We hadn't discussed it in lunch or during classes because I didn't want to talk about the whole Evan/Flynn thing with anyone else. I had other friends, but they were surface friends. I wasn't as close to any of them as I was to Toni. And maybe Flynn had rubbed off on me, but I was feeling private lately.

“I guess we'll just go to my house and try to dig up more online,” I said. I slowed the car to a stop at the red light. “I'll just . . . start Googling and figure something out.”

“Take a right here,” Toni said, pointing toward the center of town.

“Why?” I asked.

“We'll stop by Town Hall. Cooper will know what to do.”

Cooper was Toni's older brother. He was a senior at our school, super smart and cute. Though—much to the dismay of every girl in town—very taken. Diana, his longtime girlfriend, was a year older and a freshman at Harvard. He would be joining her in the fall if his financial aid came through. After college they'd get married and have beautiful, valedictorian, Harvard-bound babies.

But Toni was right. If anyone knew how to research, it was Cooper. He could write a term paper in his sleep.

When we were little, Toni and Cooper used to hate each other. It seemed like their main mission in life was to get the other in trouble, and they fought about every single thing, down to who should hold the remote control. It made me glad I was an only child. But since Stell went out of business, their parents lost their jobs, and everything went to hell, there had been a sort of cease-fire.
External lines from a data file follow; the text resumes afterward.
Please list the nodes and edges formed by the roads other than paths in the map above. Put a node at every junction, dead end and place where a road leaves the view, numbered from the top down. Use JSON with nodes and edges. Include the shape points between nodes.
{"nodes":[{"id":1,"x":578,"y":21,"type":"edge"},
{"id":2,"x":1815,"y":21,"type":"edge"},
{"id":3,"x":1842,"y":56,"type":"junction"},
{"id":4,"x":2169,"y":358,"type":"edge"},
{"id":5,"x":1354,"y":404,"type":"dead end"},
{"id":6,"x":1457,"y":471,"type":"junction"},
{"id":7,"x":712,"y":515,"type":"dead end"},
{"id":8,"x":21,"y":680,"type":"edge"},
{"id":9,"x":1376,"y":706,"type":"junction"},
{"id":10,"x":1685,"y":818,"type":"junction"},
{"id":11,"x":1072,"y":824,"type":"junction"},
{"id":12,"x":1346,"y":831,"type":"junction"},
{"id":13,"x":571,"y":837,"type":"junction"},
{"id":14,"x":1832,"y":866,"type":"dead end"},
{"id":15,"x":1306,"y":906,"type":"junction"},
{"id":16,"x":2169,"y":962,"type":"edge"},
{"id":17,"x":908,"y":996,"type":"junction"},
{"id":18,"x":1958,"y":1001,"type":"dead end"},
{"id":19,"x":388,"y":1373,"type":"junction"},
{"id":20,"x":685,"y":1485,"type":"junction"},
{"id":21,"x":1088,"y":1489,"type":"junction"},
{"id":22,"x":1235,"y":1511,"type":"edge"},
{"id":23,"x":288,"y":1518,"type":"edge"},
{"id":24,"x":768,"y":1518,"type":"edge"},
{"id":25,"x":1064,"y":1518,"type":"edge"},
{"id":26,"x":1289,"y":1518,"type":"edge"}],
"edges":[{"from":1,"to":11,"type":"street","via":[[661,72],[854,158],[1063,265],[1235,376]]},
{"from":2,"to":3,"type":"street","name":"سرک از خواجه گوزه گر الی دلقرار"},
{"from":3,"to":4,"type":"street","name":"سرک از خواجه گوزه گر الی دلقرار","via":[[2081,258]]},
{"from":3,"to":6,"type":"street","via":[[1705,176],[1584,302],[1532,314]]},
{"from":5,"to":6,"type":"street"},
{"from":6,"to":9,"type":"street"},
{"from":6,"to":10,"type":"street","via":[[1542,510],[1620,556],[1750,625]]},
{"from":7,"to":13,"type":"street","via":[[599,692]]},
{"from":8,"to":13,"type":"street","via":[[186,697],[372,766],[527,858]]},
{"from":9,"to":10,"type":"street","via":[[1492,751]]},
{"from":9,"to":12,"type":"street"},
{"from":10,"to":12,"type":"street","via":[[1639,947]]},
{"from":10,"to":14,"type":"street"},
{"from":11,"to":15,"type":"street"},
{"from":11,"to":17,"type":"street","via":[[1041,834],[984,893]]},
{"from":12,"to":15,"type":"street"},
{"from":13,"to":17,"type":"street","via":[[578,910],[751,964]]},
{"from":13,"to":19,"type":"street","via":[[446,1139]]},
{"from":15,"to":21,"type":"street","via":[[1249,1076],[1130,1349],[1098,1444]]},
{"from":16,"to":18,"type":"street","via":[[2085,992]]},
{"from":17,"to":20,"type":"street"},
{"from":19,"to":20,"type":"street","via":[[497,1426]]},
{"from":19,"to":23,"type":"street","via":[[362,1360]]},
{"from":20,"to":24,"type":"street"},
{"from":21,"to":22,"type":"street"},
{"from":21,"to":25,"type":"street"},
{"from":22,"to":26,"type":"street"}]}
They never actually talked about it, but I'm guessing once the family began to have
real
problems, Toni and Cooper started to rely on each other more and fight less.

I parked in front of the redbrick building. We climbed the concrete stairs and opened the heavy door. The Town Hall was one of the oldest buildings in River's End, and it felt like it—drafty walls, tall ceilings, elaborate wood moldings. I'd never visited Cooper at work, but Toni obviously had. She marched down the main hallway like she belonged there.

“Got a sec?” she called into the second room on the right.

I looked in. Cooper was hunched over a copier that was making grinding noises as papers flew out of the end.

“Yeah, meet me out back by the benches. I'm due for a break.” He didn't even look up, just knew his sister's voice.

I followed Toni out the back door and into a miniature courtyard. A few park benches circled a dried-up fountain. I shivered as the cold from the aluminum seat seeped through my jeans.

A couple of minutes later the door opened and Cooper sauntered out, carrying a Styrofoam coffee cup. He had Toni's sandy-blond hair, but was a full foot taller than her. His eyebrows rose at the sight of me. He hadn't realized I was with her.

“Sorry. I should've brought out drinks for you guys, too.” He sat between us and tipped the cup in an offer to share.

I shook my head no.

Toni grimaced. “You smell like a metal fish.”

“It's that old copy machine. It's nasty, and the room has no ventilation.”

“Oh, poor baby,” Toni teased.

“Plus Mrs. Willis came in today ranting and raving again.”

“Man.” Toni shook her head.

“Who's Mrs. Willis?” I asked.

Toni stopped laughing and explained. “Mrs. Willis used to have Cooper's job. She was a full-timer and had worked here for, like, thirty years. They laid her off, changed the job title, and made it part-time. Then they hired a high school kid for minimum wage.”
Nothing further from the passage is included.